Stored data:
^^^^^^^^^^^^^^^^

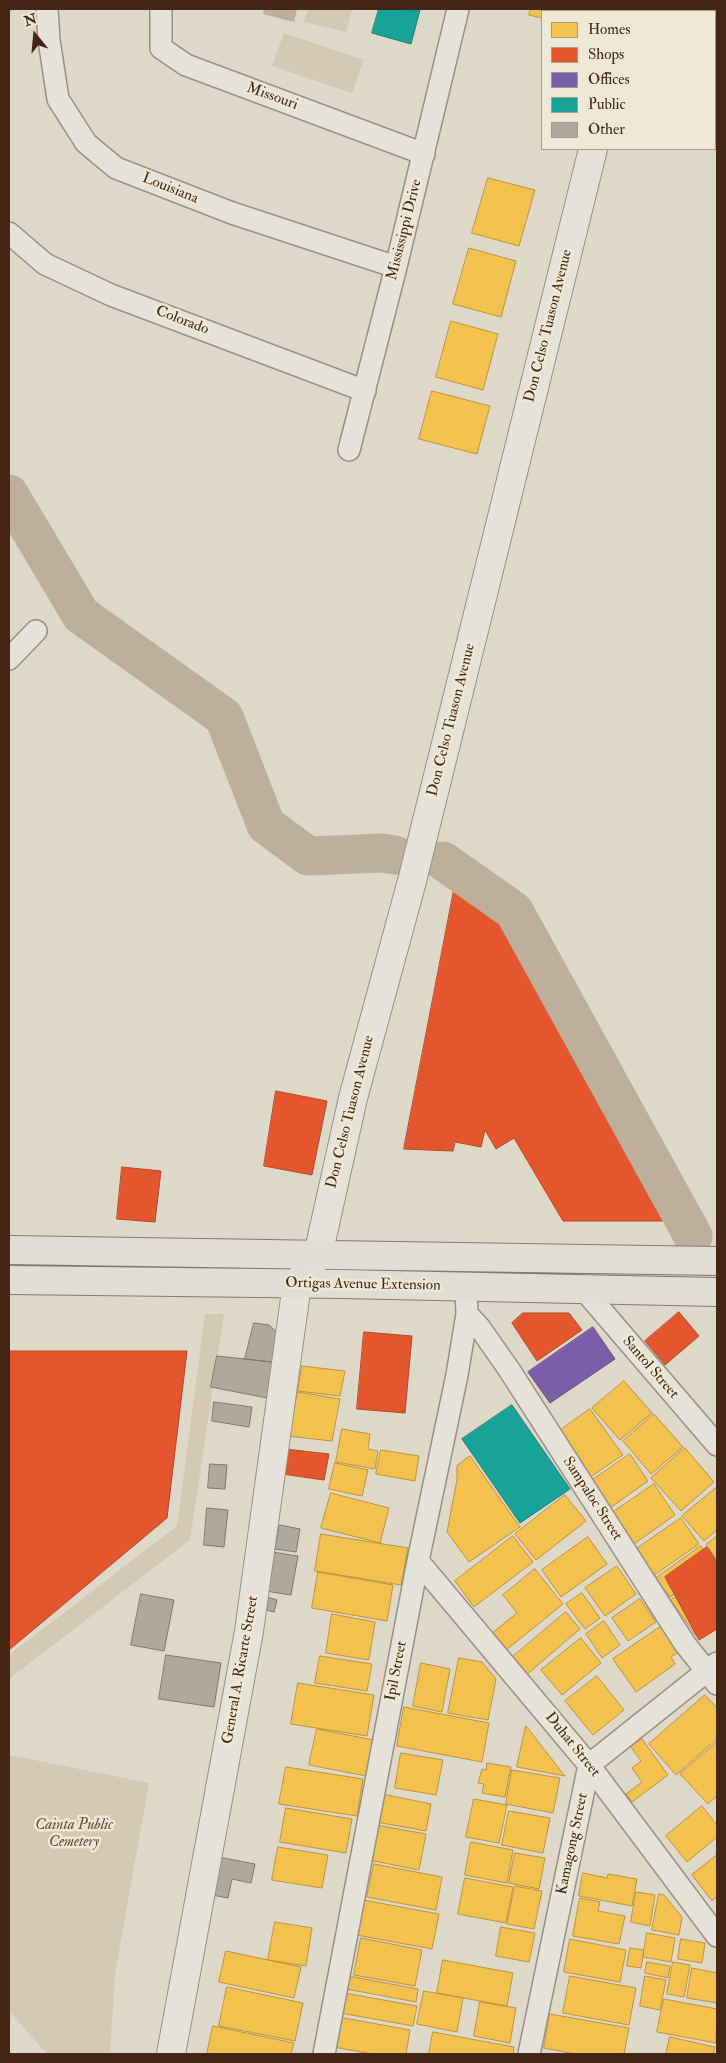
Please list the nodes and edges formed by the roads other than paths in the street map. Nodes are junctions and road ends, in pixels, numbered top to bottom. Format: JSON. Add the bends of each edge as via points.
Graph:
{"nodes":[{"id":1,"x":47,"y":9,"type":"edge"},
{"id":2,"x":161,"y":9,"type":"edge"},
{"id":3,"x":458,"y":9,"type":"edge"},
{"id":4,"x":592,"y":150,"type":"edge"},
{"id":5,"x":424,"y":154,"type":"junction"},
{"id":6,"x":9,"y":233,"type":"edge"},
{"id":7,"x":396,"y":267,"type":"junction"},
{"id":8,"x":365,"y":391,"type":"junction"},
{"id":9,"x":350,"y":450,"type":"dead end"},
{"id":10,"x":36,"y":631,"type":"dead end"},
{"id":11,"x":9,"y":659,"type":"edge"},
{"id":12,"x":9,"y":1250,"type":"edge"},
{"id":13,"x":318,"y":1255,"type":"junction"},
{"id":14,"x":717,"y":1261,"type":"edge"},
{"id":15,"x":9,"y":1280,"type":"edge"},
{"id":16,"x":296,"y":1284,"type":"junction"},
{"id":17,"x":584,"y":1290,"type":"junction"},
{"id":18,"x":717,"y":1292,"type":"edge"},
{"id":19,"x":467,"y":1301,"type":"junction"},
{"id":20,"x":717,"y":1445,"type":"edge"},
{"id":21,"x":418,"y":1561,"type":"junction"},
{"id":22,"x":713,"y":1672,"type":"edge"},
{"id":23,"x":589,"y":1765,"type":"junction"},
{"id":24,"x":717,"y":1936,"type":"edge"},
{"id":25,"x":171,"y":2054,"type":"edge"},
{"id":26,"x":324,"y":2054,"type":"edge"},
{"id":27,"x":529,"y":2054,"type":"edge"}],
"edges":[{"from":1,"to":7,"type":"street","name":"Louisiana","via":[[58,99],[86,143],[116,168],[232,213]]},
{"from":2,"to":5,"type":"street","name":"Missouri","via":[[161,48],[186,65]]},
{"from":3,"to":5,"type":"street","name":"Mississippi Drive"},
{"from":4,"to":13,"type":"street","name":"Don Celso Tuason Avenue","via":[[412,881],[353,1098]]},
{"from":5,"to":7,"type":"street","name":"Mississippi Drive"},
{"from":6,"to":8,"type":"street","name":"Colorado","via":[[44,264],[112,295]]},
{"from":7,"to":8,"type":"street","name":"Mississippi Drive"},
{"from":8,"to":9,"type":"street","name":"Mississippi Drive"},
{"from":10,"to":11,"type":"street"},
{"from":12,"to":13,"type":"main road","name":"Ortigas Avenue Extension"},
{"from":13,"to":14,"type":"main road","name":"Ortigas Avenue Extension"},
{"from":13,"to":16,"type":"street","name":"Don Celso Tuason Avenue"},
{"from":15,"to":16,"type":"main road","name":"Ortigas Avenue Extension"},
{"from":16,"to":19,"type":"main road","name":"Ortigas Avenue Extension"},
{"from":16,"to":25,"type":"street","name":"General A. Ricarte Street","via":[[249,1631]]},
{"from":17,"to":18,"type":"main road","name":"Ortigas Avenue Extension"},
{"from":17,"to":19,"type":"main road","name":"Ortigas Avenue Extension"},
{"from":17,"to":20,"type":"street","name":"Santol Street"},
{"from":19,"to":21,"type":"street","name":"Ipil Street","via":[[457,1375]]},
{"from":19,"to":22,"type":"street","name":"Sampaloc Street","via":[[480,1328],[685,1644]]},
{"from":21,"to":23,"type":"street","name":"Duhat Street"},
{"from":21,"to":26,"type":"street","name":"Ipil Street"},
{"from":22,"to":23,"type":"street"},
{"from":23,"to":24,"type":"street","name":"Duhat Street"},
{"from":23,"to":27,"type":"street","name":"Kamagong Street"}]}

^^^^^^^^^^^^^^^^

_What needs to be done_
Could the data above be reproduced exactly, with the pictures left out?

_Output for this task_
Please list the nodes and edges formed by the roads other than paths in the street map. Nodes are junctions and road ends, in pixels, numbered top to bottom. Format: JSON. Add the bends of each edge as via points.
Graph:
{"nodes":[{"id":1,"x":47,"y":9,"type":"edge"},
{"id":2,"x":161,"y":9,"type":"edge"},
{"id":3,"x":458,"y":9,"type":"edge"},
{"id":4,"x":592,"y":150,"type":"edge"},
{"id":5,"x":424,"y":154,"type":"junction"},
{"id":6,"x":9,"y":233,"type":"edge"},
{"id":7,"x":396,"y":267,"type":"junction"},
{"id":8,"x":365,"y":391,"type":"junction"},
{"id":9,"x":350,"y":450,"type":"dead end"},
{"id":10,"x":36,"y":631,"type":"dead end"},
{"id":11,"x":9,"y":659,"type":"edge"},
{"id":12,"x":9,"y":1250,"type":"edge"},
{"id":13,"x":318,"y":1255,"type":"junction"},
{"id":14,"x":717,"y":1261,"type":"edge"},
{"id":15,"x":9,"y":1280,"type":"edge"},
{"id":16,"x":296,"y":1284,"type":"junction"},
{"id":17,"x":584,"y":1290,"type":"junction"},
{"id":18,"x":717,"y":1292,"type":"edge"},
{"id":19,"x":467,"y":1301,"type":"junction"},
{"id":20,"x":717,"y":1445,"type":"edge"},
{"id":21,"x":418,"y":1561,"type":"junction"},
{"id":22,"x":713,"y":1672,"type":"edge"},
{"id":23,"x":589,"y":1765,"type":"junction"},
{"id":24,"x":717,"y":1936,"type":"edge"},
{"id":25,"x":171,"y":2054,"type":"edge"},
{"id":26,"x":324,"y":2054,"type":"edge"},
{"id":27,"x":529,"y":2054,"type":"edge"}],
"edges":[{"from":1,"to":7,"type":"street","name":"Louisiana","via":[[58,99],[86,143],[116,168],[232,213]]},
{"from":2,"to":5,"type":"street","name":"Missouri","via":[[161,48],[186,65]]},
{"from":3,"to":5,"type":"street","name":"Mississippi Drive"},
{"from":4,"to":13,"type":"street","name":"Don Celso Tuason Avenue","via":[[412,881],[353,1098]]},
{"from":5,"to":7,"type":"street","name":"Mississippi Drive"},
{"from":6,"to":8,"type":"street","name":"Colorado","via":[[44,264],[112,295]]},
{"from":7,"to":8,"type":"street","name":"Mississippi Drive"},
{"from":8,"to":9,"type":"street","name":"Mississippi Drive"},
{"from":10,"to":11,"type":"street"},
{"from":12,"to":13,"type":"main road","name":"Ortigas Avenue Extension"},
{"from":13,"to":14,"type":"main road","name":"Ortigas Avenue Extension"},
{"from":13,"to":16,"type":"street","name":"Don Celso Tuason Avenue"},
{"from":15,"to":16,"type":"main road","name":"Ortigas Avenue Extension"},
{"from":16,"to":19,"type":"main road","name":"Ortigas Avenue Extension"},
{"from":16,"to":25,"type":"street","name":"General A. Ricarte Street","via":[[249,1631]]},
{"from":17,"to":18,"type":"main road","name":"Ortigas Avenue Extension"},
{"from":17,"to":19,"type":"main road","name":"Ortigas Avenue Extension"},
{"from":17,"to":20,"type":"street","name":"Santol Street"},
{"from":19,"to":21,"type":"street","name":"Ipil Street","via":[[457,1375]]},
{"from":19,"to":22,"type":"street","name":"Sampaloc Street","via":[[480,1328],[685,1644]]},
{"from":21,"to":23,"type":"street","name":"Duhat Street"},
{"from":21,"to":26,"type":"street","name":"Ipil Street"},
{"from":22,"to":23,"type":"street"},
{"from":23,"to":24,"type":"street","name":"Duhat Street"},
{"from":23,"to":27,"type":"street","name":"Kamagong Street"}]}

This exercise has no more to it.